Four Stories About My Body

Kaylee Jeong

COUNTERCLOCK Emerging Writer’s Awards – 1st Place, Poetry

1. 

A little boy's pet fish died while he was at school. His mother, coming into his room and finding the thing floating belly-up in its bowl, promptly dumped it in the toilet, flushed, and drove to the pet store to buy a replacement. When he came back from school that day and ran to say hello to 

his beloved fish, and feed it, as he did every afternoon, he began to wail. His mother, hearing sobbing, rushed into his bedroom, knowing of course what it was about. It's the same fish, honey. It's not, the little boy bawling, it's not, it's not. Where did he go. Beating his fists against the floor. His mother saying nothing, all the while the replacement fish swimming in mindless circles around the bowl. 

2. 

The Eagle Creek Fire of 2017, started by a fifteen-year-old boy illegally setting off fireworks during a burn ban in the state of Oregon, burned approximately 50,000 acres of forest in the Columbia River Gorge. Thirty miles away, in the Portland metro area, people stared at the sky and did not know why their eyes watered, why their throats were suddenly, softly choked, why for the first time they could look directly at the sun and why it was a dusty red, like some alien desert planet, why everything they thought they'd known about the world was suddenly beautifully, terribly wrong. They found out hours later, of course, and went about their houses closing the windows and turning on their TVs to watch footage of first the fire, then everyone watching the fire, facing the glowing sky, the slow death of thousands of silent trees. 

3. 

There is a movie where a sixteen-year-old girl exists briefly to be kissed by Robert Pattinson. We do not see her go to jail as he runs into the bad-boy fast-car slow-motion night. The Safdie brothers killed that movie, says a man to his friend, they destroyed that shit, by which he means it was a good movie, they did a good job, he had a good time watching. 

4. 

After I was raped I laid in bed in my dirty clothes, pulled my sheets over my face and stared at the ceiling through the white gauze of my makeshift shroud, closed my eyes sometimes, did not dream. Did not speak. Did not eat for three days—I learned so much about the body, how if you ignore it for long enough it will forget how to ask for what it wants, then forget what it wants altogether. And I wanted nothing to do with desire anymore. Like a dead thing. When I finally got up I could barely stand. I knelt as though begging before the mirror on my door. In the moonlight as I breathed I saw the shadows of my ribs, rising to the surface of my skin: the absence in me announcing itself, greeting me for the first time. I bent over. I cried into the hardwood floor. But my body, cruelly, went to the kitchen. It ate. It drank. It kept on living.
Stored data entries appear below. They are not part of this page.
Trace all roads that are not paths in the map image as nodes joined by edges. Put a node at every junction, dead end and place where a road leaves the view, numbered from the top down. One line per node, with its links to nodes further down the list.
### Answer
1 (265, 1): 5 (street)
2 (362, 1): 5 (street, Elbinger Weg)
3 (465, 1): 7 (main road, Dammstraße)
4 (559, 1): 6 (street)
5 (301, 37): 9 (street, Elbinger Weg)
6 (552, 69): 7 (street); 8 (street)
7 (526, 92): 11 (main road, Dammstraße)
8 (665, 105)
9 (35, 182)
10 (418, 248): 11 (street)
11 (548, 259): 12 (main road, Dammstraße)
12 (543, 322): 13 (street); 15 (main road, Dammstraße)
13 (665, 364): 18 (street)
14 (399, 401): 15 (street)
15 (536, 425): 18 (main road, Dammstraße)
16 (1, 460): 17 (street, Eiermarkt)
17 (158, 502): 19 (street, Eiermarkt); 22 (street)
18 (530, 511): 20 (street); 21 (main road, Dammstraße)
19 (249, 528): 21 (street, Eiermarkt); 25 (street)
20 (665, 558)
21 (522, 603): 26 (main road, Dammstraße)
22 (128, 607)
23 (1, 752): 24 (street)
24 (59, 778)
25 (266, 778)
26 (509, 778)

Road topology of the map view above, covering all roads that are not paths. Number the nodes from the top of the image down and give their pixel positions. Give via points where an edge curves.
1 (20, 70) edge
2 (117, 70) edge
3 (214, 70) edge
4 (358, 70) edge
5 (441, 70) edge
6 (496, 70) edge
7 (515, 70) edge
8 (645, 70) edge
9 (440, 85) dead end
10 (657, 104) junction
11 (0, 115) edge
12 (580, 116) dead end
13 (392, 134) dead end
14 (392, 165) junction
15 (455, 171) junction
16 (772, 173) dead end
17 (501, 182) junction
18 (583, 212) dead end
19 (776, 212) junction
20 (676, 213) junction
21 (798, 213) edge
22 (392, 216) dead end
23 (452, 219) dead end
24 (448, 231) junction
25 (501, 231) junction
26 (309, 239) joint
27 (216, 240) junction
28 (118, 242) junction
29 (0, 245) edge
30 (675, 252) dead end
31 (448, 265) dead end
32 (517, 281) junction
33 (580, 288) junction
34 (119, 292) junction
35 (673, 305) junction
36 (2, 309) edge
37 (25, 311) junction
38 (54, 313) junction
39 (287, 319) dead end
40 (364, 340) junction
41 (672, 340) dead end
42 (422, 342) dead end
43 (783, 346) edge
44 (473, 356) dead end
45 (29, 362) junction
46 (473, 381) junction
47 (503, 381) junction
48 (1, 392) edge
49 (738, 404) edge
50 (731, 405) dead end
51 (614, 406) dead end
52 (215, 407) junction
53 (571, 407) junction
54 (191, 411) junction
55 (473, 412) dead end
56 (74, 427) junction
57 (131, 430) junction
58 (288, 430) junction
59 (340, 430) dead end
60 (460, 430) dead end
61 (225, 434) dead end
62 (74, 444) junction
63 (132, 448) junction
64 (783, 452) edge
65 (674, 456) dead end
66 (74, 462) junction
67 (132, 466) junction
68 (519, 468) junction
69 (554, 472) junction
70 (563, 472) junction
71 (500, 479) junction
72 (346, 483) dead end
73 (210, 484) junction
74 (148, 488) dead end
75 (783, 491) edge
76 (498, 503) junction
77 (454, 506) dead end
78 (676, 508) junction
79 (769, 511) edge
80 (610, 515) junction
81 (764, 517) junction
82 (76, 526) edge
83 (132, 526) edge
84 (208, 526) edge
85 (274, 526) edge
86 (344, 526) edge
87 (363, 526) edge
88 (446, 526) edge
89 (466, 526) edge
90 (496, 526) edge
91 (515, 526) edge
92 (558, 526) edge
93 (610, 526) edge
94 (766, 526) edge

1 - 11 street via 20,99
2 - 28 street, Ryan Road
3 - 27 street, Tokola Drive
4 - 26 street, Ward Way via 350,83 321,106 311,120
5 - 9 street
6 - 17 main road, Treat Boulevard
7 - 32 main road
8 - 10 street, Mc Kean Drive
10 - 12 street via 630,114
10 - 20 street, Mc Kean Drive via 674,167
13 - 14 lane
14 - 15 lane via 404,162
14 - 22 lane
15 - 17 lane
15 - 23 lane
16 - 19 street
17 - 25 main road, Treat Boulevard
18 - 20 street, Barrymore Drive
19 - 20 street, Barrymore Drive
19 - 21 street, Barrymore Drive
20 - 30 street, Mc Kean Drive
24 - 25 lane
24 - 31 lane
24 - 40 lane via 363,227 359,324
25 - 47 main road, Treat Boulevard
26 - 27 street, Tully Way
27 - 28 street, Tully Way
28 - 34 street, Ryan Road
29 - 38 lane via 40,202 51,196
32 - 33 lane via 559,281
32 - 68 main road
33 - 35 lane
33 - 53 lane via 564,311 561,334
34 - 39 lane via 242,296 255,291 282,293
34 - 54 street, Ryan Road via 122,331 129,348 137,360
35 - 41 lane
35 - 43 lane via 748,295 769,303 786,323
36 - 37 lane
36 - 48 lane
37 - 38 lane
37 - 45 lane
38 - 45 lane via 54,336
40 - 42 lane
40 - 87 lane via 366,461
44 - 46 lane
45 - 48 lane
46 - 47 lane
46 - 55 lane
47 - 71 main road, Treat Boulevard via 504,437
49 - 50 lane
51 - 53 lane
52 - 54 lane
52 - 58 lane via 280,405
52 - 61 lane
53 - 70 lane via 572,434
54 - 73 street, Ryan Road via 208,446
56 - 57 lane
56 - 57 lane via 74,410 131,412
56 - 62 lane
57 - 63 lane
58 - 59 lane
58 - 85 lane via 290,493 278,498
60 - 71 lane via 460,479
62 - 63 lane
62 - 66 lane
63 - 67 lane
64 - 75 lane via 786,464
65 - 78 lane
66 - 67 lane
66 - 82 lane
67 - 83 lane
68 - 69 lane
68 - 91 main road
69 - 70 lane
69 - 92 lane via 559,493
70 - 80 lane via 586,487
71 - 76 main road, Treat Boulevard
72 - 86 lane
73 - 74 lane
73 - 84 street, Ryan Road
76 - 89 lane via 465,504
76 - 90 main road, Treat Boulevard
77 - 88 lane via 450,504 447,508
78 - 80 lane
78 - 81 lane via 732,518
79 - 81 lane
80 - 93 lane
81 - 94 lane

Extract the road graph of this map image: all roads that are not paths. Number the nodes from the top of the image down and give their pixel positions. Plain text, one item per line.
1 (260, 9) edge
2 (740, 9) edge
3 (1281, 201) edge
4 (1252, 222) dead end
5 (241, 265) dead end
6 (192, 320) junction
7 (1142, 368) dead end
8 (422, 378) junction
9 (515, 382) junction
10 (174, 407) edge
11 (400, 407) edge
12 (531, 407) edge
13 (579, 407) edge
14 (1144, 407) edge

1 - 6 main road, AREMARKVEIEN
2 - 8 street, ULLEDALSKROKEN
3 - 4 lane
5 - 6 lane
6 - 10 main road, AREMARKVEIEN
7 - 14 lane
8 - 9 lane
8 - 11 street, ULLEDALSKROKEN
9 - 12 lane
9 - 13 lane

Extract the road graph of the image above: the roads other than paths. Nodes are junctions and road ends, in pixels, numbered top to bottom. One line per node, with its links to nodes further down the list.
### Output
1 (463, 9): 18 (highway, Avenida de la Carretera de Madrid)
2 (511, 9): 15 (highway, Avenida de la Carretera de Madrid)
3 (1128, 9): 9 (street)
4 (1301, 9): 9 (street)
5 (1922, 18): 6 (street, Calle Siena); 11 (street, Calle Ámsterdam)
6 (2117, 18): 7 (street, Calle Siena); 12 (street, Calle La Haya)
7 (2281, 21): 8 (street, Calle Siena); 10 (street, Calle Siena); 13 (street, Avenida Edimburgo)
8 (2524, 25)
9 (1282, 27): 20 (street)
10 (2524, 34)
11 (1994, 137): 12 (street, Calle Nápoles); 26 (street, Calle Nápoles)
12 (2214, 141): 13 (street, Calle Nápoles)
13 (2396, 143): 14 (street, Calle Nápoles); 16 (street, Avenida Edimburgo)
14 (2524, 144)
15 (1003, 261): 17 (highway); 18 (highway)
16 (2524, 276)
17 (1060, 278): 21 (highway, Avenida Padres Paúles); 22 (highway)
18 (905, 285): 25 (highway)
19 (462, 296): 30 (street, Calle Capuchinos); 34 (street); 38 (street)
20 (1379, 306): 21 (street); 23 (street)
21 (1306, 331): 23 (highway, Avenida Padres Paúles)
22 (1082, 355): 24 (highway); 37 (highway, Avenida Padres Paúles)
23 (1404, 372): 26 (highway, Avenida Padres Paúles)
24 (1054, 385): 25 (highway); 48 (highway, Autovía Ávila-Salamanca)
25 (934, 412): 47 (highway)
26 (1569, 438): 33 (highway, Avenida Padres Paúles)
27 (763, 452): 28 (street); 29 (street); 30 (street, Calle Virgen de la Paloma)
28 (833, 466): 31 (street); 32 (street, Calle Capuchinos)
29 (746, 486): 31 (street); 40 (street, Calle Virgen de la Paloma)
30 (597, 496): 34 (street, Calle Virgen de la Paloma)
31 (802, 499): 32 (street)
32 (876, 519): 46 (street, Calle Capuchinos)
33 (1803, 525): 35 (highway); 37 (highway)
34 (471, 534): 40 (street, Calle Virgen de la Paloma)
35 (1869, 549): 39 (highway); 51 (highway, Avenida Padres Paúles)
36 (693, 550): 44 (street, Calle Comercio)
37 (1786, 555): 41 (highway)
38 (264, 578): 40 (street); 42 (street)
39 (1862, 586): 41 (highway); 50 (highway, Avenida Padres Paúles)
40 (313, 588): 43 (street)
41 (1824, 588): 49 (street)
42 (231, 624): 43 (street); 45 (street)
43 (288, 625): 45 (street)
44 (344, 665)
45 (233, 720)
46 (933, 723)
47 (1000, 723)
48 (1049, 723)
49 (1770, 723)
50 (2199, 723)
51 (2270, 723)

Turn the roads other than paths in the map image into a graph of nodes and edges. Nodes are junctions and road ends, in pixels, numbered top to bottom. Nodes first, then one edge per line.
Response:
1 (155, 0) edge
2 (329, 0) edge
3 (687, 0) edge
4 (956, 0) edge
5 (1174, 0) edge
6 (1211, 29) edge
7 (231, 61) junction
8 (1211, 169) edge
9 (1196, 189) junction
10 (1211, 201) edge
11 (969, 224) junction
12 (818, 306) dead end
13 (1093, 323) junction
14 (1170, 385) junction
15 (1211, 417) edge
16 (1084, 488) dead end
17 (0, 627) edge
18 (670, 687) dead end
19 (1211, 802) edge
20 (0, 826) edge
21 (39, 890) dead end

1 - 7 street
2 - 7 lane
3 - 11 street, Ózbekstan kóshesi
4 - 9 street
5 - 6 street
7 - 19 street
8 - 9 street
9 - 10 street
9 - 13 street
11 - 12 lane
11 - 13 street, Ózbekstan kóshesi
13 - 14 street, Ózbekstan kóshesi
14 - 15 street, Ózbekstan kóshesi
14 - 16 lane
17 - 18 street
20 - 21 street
It did not care that I did not live in it anymore.

 

Writer’s Notebook

I've found the nature of trauma to be something that doesn't announce itself immediately in a single difficult but digestible event, but rather something that continuously pervades your life and manifests itself even in things that seem completely removed from your own experience. I did aim to capture that feeling. But writing this piece, I definitely didn't mean for it to simply be a bleak meditation on inescapable suffocation by trauma. I wrote this piece for a workshop, and when I asked my peers if they had taken away an exclusively desolate message, one of my classmates said that they read it more so as a piece about observation. This is the effect I hoped for. I wanted to expand and refract a traumatic event in order to (hopefully) create new frameworks for observing it and, through that observation, maybe find new ways out of it. And recognize, at the same time, how the act of observation can leave us feeling utterly helpless. Though it doesn't have to. 

 

Judge’s Notes

"This poem juxtaposes four angles of identity, of existing inside a body, after trauma and sexual assault. There is no central body here, but rather four of them, which further speaks to the disjointed absence the speaker feels. The speaker’s body isn’t looked at head-on, but rather, refracted by allegories of dead fishes, movie stars, and forest fires. The speaker’s body isn’t simply one of these stories—it is all of these stories all the time. This poem is a powerful rendering of the multiplicity of pain and the fractured selfhood from trauma." — William Fargason, 2023 Poetry Judge

"This poem demonstrates how, through the lens of sexual trauma, the violence surrounding us each day can no longer be ignored. The violence of casual lies, and of casual language, and of news that too often casually announces disaster and loss are pieces of this body’s story and of the larger story, our story, the speaker’s and mine and yours. It is a story that few are able to tell, but someone must, and I am grateful [this poet] has done so with such complexity, and such power." — Emily Pittinos, 2023 Poetry Judge

 

About the writer

Courtesy of the photogapher

Kaylee Young-Eun Jeong is from Oregon and lives in New York.